Report every line from the following entries that contains the string "Gamjeoncheon".

Stored data:
_ _ _

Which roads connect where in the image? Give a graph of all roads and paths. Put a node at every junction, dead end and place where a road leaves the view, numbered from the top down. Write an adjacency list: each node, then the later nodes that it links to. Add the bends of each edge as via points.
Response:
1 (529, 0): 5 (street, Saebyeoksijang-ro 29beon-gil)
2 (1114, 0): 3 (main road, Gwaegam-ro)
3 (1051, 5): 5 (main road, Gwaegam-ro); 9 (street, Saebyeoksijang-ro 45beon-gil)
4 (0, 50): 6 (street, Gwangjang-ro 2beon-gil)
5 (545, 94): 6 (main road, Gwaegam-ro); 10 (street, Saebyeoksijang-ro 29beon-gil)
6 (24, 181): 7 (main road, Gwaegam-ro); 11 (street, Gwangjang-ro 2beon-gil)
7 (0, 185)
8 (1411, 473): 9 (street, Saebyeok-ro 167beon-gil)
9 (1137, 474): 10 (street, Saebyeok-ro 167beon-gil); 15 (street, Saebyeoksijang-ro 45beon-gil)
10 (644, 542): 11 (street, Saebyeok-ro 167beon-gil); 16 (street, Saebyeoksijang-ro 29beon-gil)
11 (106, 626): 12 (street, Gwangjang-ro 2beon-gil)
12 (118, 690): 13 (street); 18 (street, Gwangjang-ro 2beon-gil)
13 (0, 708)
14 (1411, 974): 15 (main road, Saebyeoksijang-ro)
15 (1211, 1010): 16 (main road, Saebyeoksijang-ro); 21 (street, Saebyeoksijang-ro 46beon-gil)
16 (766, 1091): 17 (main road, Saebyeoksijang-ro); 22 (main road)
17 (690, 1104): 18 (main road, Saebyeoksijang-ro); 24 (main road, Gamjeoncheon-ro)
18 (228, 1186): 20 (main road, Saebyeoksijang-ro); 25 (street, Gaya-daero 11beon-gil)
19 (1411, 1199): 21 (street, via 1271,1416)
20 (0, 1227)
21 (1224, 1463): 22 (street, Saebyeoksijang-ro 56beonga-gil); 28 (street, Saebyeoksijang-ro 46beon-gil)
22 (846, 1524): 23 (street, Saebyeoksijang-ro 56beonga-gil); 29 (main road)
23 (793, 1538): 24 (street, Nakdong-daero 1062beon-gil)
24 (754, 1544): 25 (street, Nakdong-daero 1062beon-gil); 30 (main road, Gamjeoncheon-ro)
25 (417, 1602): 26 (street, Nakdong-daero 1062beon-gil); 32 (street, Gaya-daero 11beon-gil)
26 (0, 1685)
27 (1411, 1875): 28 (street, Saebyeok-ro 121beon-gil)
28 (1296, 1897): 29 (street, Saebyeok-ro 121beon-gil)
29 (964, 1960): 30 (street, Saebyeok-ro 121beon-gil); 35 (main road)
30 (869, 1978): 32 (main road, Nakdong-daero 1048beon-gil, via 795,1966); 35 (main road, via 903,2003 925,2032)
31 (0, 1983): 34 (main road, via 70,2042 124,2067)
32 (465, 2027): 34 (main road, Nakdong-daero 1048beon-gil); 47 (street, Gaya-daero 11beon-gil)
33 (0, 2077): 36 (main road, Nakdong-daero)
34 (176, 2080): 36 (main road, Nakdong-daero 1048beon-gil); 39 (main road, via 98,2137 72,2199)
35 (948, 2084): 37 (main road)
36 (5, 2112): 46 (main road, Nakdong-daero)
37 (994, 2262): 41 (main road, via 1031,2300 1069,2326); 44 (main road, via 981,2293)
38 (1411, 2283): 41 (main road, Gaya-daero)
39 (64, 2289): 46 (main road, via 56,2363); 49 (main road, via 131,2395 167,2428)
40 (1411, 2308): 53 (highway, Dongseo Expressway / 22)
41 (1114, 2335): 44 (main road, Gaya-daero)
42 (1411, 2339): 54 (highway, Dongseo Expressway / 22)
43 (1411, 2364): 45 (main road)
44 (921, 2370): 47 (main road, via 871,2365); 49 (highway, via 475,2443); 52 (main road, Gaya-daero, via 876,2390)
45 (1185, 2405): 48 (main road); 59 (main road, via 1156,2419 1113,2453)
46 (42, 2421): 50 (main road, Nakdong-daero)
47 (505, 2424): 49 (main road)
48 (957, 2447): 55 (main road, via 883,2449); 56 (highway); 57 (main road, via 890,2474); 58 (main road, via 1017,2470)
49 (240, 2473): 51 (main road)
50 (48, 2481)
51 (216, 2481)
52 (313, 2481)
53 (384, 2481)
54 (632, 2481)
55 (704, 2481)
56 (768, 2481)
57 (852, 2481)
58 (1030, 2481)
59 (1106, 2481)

_ _ _

• Exercise output:
17 (690, 1104): 18 (main road, Saebyeoksijang-ro); 24 (main road, Gamjeoncheon-ro)
24 (754, 1544): 25 (street, Nakdong-daero 1062beon-gil); 30 (main road, Gamjeoncheon-ro)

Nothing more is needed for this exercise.